A study by researchers from the US National Centre for Atmospheric Research and the Georgina Institute of Technology says about twice as many Atlantic hurricanes form each year on average than a century ago.  It blamed warmer sea surface temperatures and altered wind patterns associated with global climate change for “fuelling much of the increase”, the centre said.

But scientists caution there is not enough evidence to blame global warming for recent extreme weather, and there are those who say there is no proof that extreme weather events are becoming more frequent.  Barry Gromett, of Britain’s Met Office weather service, said much of the extreme weather was down to variability in the climate, which was affected by greenhouse gases but also other factors such as El Nino.

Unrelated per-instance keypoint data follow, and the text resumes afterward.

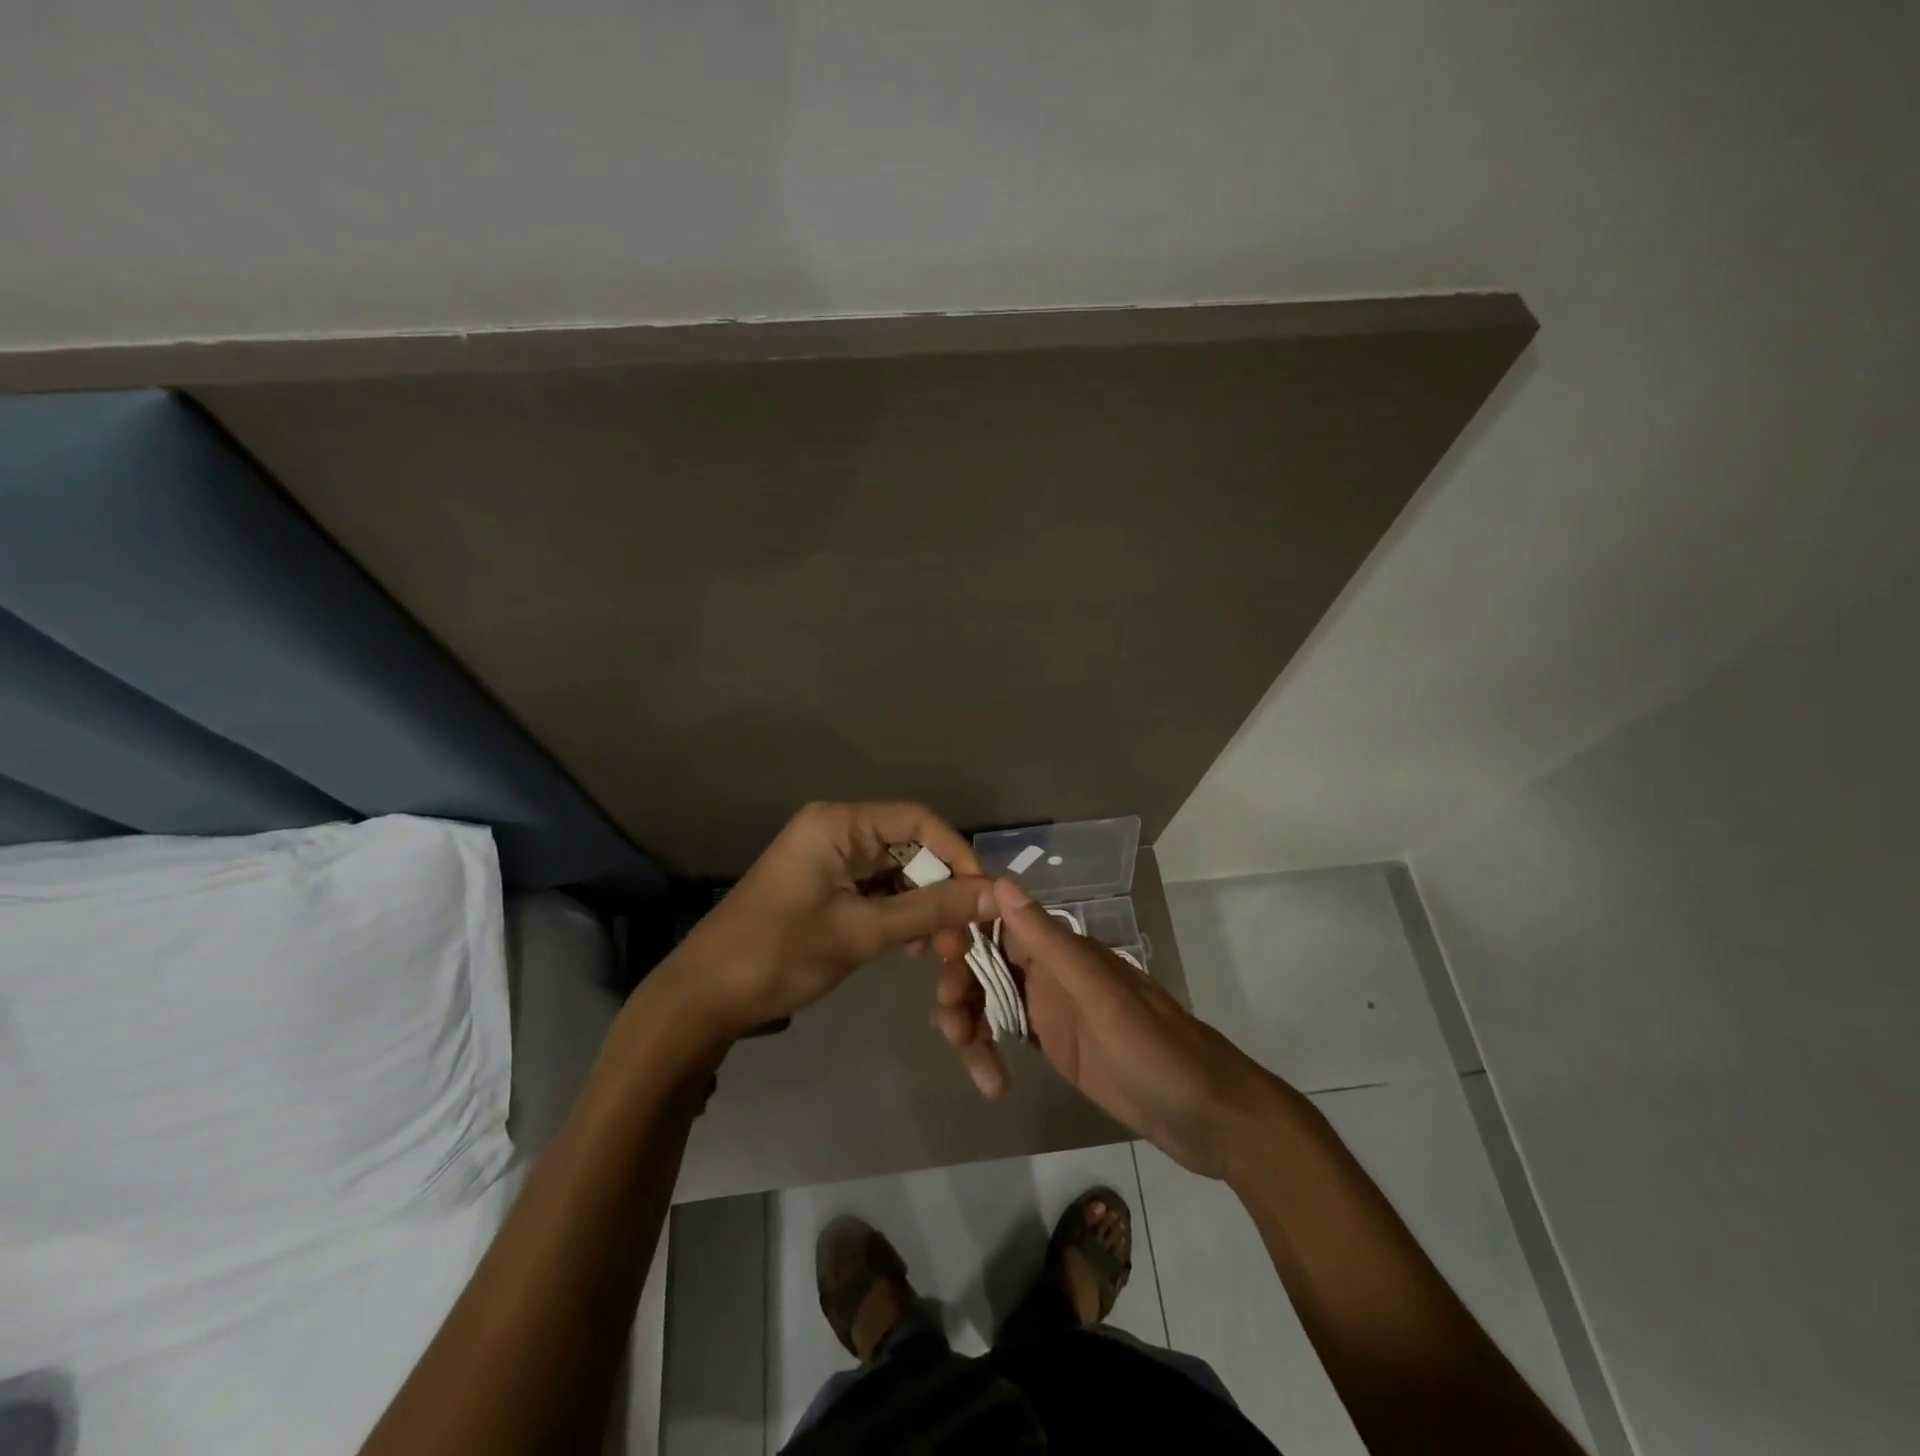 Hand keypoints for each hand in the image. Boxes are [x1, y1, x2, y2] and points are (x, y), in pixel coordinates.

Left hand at [663, 802, 996, 1042]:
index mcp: (839, 824)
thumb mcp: (862, 932)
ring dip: (922, 907)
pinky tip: (912, 948)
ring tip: (939, 950)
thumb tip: (997, 894)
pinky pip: (876, 891)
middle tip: (961, 938)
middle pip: (910, 847)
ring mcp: (828, 860)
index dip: (957, 855)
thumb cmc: (780, 954)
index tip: (983, 899)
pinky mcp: (824, 887)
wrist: (704, 999)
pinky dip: (899, 916)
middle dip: (941, 889)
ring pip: (897, 873)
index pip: (919, 821)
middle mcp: (836, 831)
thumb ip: (931, 910)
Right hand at [935, 877, 1280, 1178]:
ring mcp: (1051, 1009)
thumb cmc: (1154, 1048)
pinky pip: (1005, 1034)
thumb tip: (999, 881)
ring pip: (990, 999)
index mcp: (1063, 949)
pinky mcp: (1053, 1045)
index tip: (931, 950)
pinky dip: (987, 1051)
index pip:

El Nino events are when drastic changes in sea temperatures in tropical areas affect atmospheric pressure in the Pacific Ocean region, having a knock-on effect on rainfall.  “There’s a danger in taking isolated incidents in any given year and attributing this to something like climate change,” Mr Gromett said.  “It’s really important to look for trends over a longer period of time.  More heat equals more moisture equals probably higher rains, so in that respect some of it ties in quite nicely [with climate change].  But there are many different facets that appear to contradict each other.”

A British Met Office study issued on Thursday found natural weather variations helped offset the effects of global warming in the past couple of years, but temperatures are set to rise to record levels beginning in 2009.

Intergovernmental Panel on Climate Change climatologist Jean Jouzel said several more years were needed to establish a link between these extremes and global warming.